Точно в цель ударили наши "илы", уложили все бомбы. Заходим на второй круг, и тут, припомнив слова командарма, я впервые усомнился: " Да поразили ли мы ту цель? Пока ведь лишь можно утверждать, что побросали бомбы в пыль. А под пылью что?.."

Я занял место замыкающего группы, что бы проследить результаты работы ведомых. Штурмовики в атаке пронеслись над колонной. Потянул ветерок образовались просветы. Смотрю внимательно и вижу, что к машине что-то прицеплено - будто борона. Зачем машинам борона? Да и борона ли это? И машины далеко одна от другой.

Положил самолет в левый крен. Поедаю глазами колонну.
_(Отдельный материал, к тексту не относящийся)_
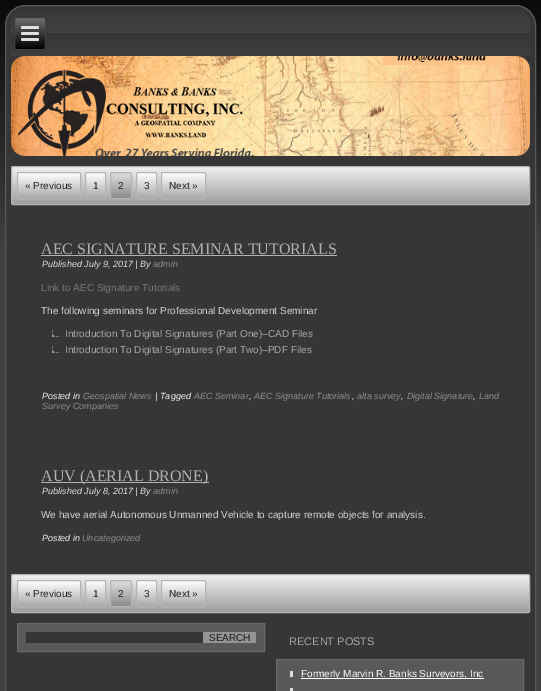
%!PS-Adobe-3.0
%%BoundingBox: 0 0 541 691
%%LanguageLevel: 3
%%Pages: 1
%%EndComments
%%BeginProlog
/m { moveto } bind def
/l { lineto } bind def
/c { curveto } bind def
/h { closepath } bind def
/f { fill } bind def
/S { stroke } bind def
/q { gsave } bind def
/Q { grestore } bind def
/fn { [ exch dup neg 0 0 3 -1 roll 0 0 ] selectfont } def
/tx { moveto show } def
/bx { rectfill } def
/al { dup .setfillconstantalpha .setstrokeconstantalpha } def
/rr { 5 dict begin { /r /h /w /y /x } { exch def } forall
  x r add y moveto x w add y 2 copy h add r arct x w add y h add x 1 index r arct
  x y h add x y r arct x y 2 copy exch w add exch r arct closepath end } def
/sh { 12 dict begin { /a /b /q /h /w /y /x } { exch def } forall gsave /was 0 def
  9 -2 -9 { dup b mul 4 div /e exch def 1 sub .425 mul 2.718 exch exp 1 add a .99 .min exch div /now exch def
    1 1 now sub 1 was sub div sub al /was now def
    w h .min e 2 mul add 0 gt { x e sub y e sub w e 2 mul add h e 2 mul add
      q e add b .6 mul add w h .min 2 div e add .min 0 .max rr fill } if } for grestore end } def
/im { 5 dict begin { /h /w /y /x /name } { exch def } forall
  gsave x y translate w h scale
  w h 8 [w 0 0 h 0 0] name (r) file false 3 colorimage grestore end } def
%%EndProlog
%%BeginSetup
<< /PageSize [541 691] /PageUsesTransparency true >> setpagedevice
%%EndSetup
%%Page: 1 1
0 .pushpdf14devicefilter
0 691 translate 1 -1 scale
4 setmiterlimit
1 setgray
0 0 541 691 bx
q 0 0 m 541 0 l 541 691 l 0 691 l h clip newpath
<< /ShadingType 2 /ColorSpace /DeviceRGB /Coords [270 0 271 691] /Extend [true true] /Function << /FunctionType 3 /Domain [0 1] /Functions [<< /FunctionType 2 /Domain [0 1] /C0 [0.039 0.039 0.039] /C1 [0.251 0.251 0.251] /N 1 >> << /FunctionType 2 /Domain [0 1] /C0 [0.251 0.251 0.251] /C1 [0.251 0.251 0.251] /N 1 >>] /Bounds [0.36] /Encode [0 1 0 1] >> >> shfill Q
0.212 setgray
5.5 5.5 530 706 19.5 rr q f Q
0.349 setgray
S
q 25 11 m 516 11 l 523.5 11 530 17.5 530 25 c 530 56 l 11 56 l 11 25 l 11 17.5 17.5 11 25 11 c h clip newpath
<< /ShadingType 2 /ColorSpace /DeviceRGB /Coords [271 11 271 56] /Extend [true true] /Function << /FunctionType 3 /Domain [0 1] /Functions [<< /FunctionType 2 /Domain [0 1] /C0 [0.224 0.224 0.224] /C1 [0.255 0.255 0.255] /N 1 >> << /FunctionType 2 /Domain [0 1] /C0 [0.212 0.212 0.212] /C1 [0.243 0.243 0.243] /N 1 >>] /Bounds [0.5] /Encode [0 1 0 1] >> >> shfill Q
0 setgray
14 17 32 33 3 1.5 0.2 sh
q
14 17 32 33 3 rr clip newpath
q 14 18 m 46 18 l 46 49 l 14 49 l h clip newpath
<< /ShadingType 2 /ColorSpace /DeviceRGB /Coords [30 18 30 49] /Extend [true true] /Function << /FunctionType 2 /Domain [0 1] /C0 [0.439 0.439 0.439] /C1 [0 0 0] /N 1 >> >> shfill Q
Q
0.251 setgray
14.5 17.5 31 32 2.5 rr S
0.878 setgray
21 26 18 3 1.5 rr f
21 32 18 3 1.5 rr f
21 38 18 3 1.5 rr f
(image0.raw) 11 56 519 100 im
q 12 167 m 529 167 l 529 204 l 12 204 l h clip newpath
<< /ShadingType 2 /ColorSpace /DeviceRGB /Coords [271 167 271 204] /Extend [true true] /Function << /FunctionType 2 /Domain [0 1] /C0 [0.941 0.941 0.941] /C1 [0.62 0.62 0.62] /N 1 >> >> shfill Q
0.71 setgray
11.5 166.5 518 38 1.5 rr S
q 18 173 m 80 173 l 80 195 l 18 195 l h clip newpath
<< /ShadingType 2 /ColorSpace /DeviceRGB /Coords [49 173 49 198] /Extend [true true] /Function << /FunctionType 2 /Domain [0 1] /C0 [1 1 1] /C1 [0.671 0.671 0.671] /N 1 >> >> shfill Q
17.5 172.5 63 26 1.5 rr S
/LiberationSans-Regular 10 fn
0.129 setgray
(« Previous) 25 189 tx
q 86 173 m 105 173 l 105 195 l 86 195 l h clip newpath
<< /ShadingType 2 /ColorSpace /DeviceRGB /Coords [96 173 96 198] /Extend [true true] /Function << /FunctionType 2 /Domain [0 1] /C0 [1 1 1] /C1 [0.671 0.671 0.671] /N 1 >> >> shfill Q
0.71 setgray
85.5 172.5 20 26 1.5 rr S
0.129 setgray
(1) 93 189 tx
q 111 173 m 131 173 l 131 198 l 111 198 l h clip newpath
<< /ShadingType 2 /ColorSpace /DeviceRGB /Coords [121 173 121 198] /Extend [true true] /Function << /FunctionType 2 /Domain [0 1] /C0 [0.871 0.871 0.871] /C1 [0.549 0.549 0.549] /N 1 >> >> shfill Q
0.71 setgray
110.5 172.5 21 26 1.5 rr S
0.102 setgray
(2) 118 189 tx
q 137 173 m 156 173 l 156 195 l 137 195 l h clip newpath
<< /ShadingType 2 /ColorSpace /DeviceRGB /Coords [147 173 147 198] /Extend [true true] /Function << /FunctionType 2 /Domain [0 1] /C0 [1 1 1] /C1 [0.671 0.671 0.671] /N 1 >> >> shfill Q
0.71 setgray
136.5 172.5 20 26 1.5 rr S
0.129 setgray
(3) 144 189 tx
q 162 173 m 205 173 l 205 195 l 162 195 l h clip newpath
<< /ShadingType 2 /ColorSpace /DeviceRGB /Coords [184 173 184 198] /Extend [true true] /Function << /FunctionType 2 /Domain [0 1] /C0 [1 1 1] /C1 [0.671 0.671 0.671] /N 1 >> >> shfill Q
0.71 setgray
161.5 172.5 44 26 1.5 rr S
0.129 setgray
(Next ») 169 189 tx
/LiberationSerif-Regular 16 fn
0.698 setgray
(AEC SIGNATURE SEMINAR TUTORIALS) 41 254 tx
41 255 296 1 bx
/LiberationSans-Italic 9 fn
0.878 setgray
(Published July 9, 2017 | By) 42 267 tx
0.549 setgray
(admin) 153 267 tx
/LiberationSans-Regular 10 fn
0.471 setgray
(Link to AEC Signature Tutorials) 41 291 tx
0.831 setgray
(The following seminars for Professional Development Seminar) 41 314 tx
(image1.raw) 52 330 7 7 im
0.659 setgray
(Introduction To Digital Signatures \(Part One\)–CAD Files) 65 337 tx
(image1.raw) 52 346 7 7 im
(Introduction To Digital Signatures \(Part Two\)–PDF Files) 65 353 tx
/LiberationSans-Italic 9 fn
0.941 setgray
(Posted in) 42 399 tx
0.549 setgray
(Geospatial News) 83 399 tx
0.941 setgray
(|) 155 399 tx
(Tagged) 160 399 tx
0.549 setgray
(AEC Seminar) 194 399 tx
0.941 setgray
(,) 249 399 tx
0.549 setgray
(AEC Signature Tutorials) 254 399 tx
0.941 setgray
(,) 352 399 tx
0.549 setgray
(alta survey) 357 399 tx
(Digital Signature) 407 399 tx
(Land) 479 399 tx
0.941 setgray
(,) 401 399 tx
(,) 473 399 tx
0.549 setgray
(Survey Companies) 42 409 tx
0.698 setgray
41 482 168 1 bx
/LiberationSerif-Regular 16 fn
(AUV \(AERIAL DRONE\)) 41 481 tx
/LiberationSans-Italic 9 fn
0.878 setgray
(Published July 8, 2017 | By) 42 494 tx
0.549 setgray
(admin) 153 494 tx
/LiberationSans-Regular 10 fn
0.831 setgray
(We have aerial Autonomous Unmanned Vehicle to capture remote objects for analysis.) 41 518 tx
/LiberationSans-Italic 9 fn
0.941 setgray
(Posted in) 42 541 tx
0.549 setgray
(Uncategorized) 82 541 tx
q 12 575 m 529 575 l 529 612 l 12 612 l h clip newpath
<< /ShadingType 2 /ColorSpace /DeviceRGB /Coords [271 575 271 612] /Extend [true true] /Function << /FunctionType 2 /Domain [0 1] /C0 [0.941 0.941 0.941] /C1 [0.62 0.62 0.62] /N 1 >> >> shfill Q
0.71 setgray
11.5 574.5 518 38 1.5 rr S
q 18 581 m 80 581 l 80 603 l 18 603 l h clip newpath
<< /ShadingType 2 /ColorSpace /DeviceRGB /Coords [49 581 49 606] /Extend [true true] /Function << /FunctionType 2 /Domain [0 1] /C0 [1 1 1] /C1 [0.671 0.671 0.671] /N 1 >> >> shfill Q
17.5 580.5 63 26 1.5 rr S
/LiberationSans-Regular 10 fn
0.129 setgray
(« Previous) 25 597 tx
q 86 581 m 105 581 l 105 603 l 86 603 l h clip newpath
<< /ShadingType 2 /ColorSpace /DeviceRGB /Coords [96 581 96 606] /Extend [true true] /Function << /FunctionType 2 /Domain [0 1] /C0 [1 1 1] /C1 [0.671 0.671 0.671] /N 1 >> >> shfill Q
0.71 setgray
85.5 580.5 20 26 1.5 rr S
0.129 setgray
(1) 93 597 tx
q 111 581 m 131 581 l 131 606 l 111 606 l h clip newpath
<< /ShadingType 2 /ColorSpace /DeviceRGB /Coords [121 581 121 606] /Extend [true true] /Function << /FunctionType 2 /Domain [0 1] /C0 [0.871 0.871 0.871] /C1 [0.549 0.549 0.549] /N 1 >> >> shfill Q
0.71 setgray
110.5 580.5 21 26 1.5 rr S
0.102 setgray
(2) 118 597 tx
q 137 581 m 156 581 l 156 603 l 137 603 l h clip newpath
<< /ShadingType 2 /ColorSpace /DeviceRGB /Coords [147 581 147 606] /Extend [true true] /Function << /FunctionType 2 /Domain [0 1] /C0 [1 1 1] /C1 [0.671 0.671 0.671] /N 1 >> >> shfill Q
0.71 setgray
136.5 580.5 20 26 1.5 rr S
0.129 setgray
(3) 144 597 tx
q 162 581 m 205 581 l 205 603 l 162 603 l h clip newpath
<< /ShadingType 2 /ColorSpace /DeviceRGB /Coords [184 581 184 606] /Extend [true true] /Function << /FunctionType 2 /Domain [0 1] /C0 [1 1 1] /C1 [0.671 0.671 0.671] /N 1 >> >> shfill Q
0.71 setgray
161.5 580.5 44 26 1.5 rr S
0.129 setgray
(Next ») 169 597 tx
0.349 setgray
17.5 623.5 m 264.5 623.5 l 264.5 651.5 l 17.5 651.5 l h q f Q
0.412 setgray
S
0.212 setgray
26 632 177 11 bx
0.58 setgray
203 632 53 11 bx
0.102 setgray
(SEARCH) 209 641 tx
/LiberationSans-Regular 11 fn
0.659 setgray
(RECENT POSTS) 289 645 tx
0.349 setgray
276.5 659.5 m 523.5 659.5 l 523.5 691.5 l 276.5 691.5 l h q f Q
0.412 setgray
S
0.859 setgray
290 671 3 6 bx
0.988 setgray
301 678 183 1 bx
/LiberationSans-Regular 10 fn
(Formerly Marvin R. Banks Surveyors, Inc) 301 677 tx
0.859 setgray
290 688 3 3 bx
.poppdf14devicefilter showpage
%%EOF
Мать честная, чего же это немцы удумали!.. А было так. Идет машина. На ней укреплен канат, на канате метрах в 10-15 объемные связки хвороста. Хворост этот волочится по дороге, от него идет пылища, да такая, будто дивизия прошла. На самом деле техники в колонне раз, два и обчелся.

Приказываю всем прекратить атаки. Нашли другую цель и по ней израсходовали остатки боеприпасов. Когда вернулись с задания, рассказал командиру о своих наблюдениях. Он - на телефон. Докладывает Хрюкину. Генерал хмыкнул в трубку:

- Хвалю за наблюдательность. Мне только что доложили о том же. Пошли-ка ты туда своих молодцов еще раз. Только пусть летят не вдоль какой-то отдельной колонны, а поперек всех колонн.

И вот со звеном мы пошли поперек дорог уточнить, что к чему. Оказалось, что параллельно "пыльным" колоннам двигаются не столь пыльные, зато насыщенные техникой. Дороги им иногда даже поливают специальные машины.

Таким образом, хитрый прием врага был раскрыт. В дальнейшем чересчур пыльные колонны нас сразу настораживали. Хотя, конечно, крупные воинские соединения на марше не пылить не могут.

Говорят, век живи, век учись! А на войне особенно.

Враг с каждым днем приближался к Дону. Надвигалась не просто многочисленная орда - не в числе дело! - но орда, посаженная на машины, укрытая броней, имеющая достаточно совершенную технику и оружие для массового убийства. И если созидательная мощь человека, вооруженного энергией моторов, увеличивается в десятки и сотни раз, то разрушительная мощь - когда человек поставил себе целью уничтожение - в сотни, тысячи, десятки тысяч раз. Известно, ломать - не строить.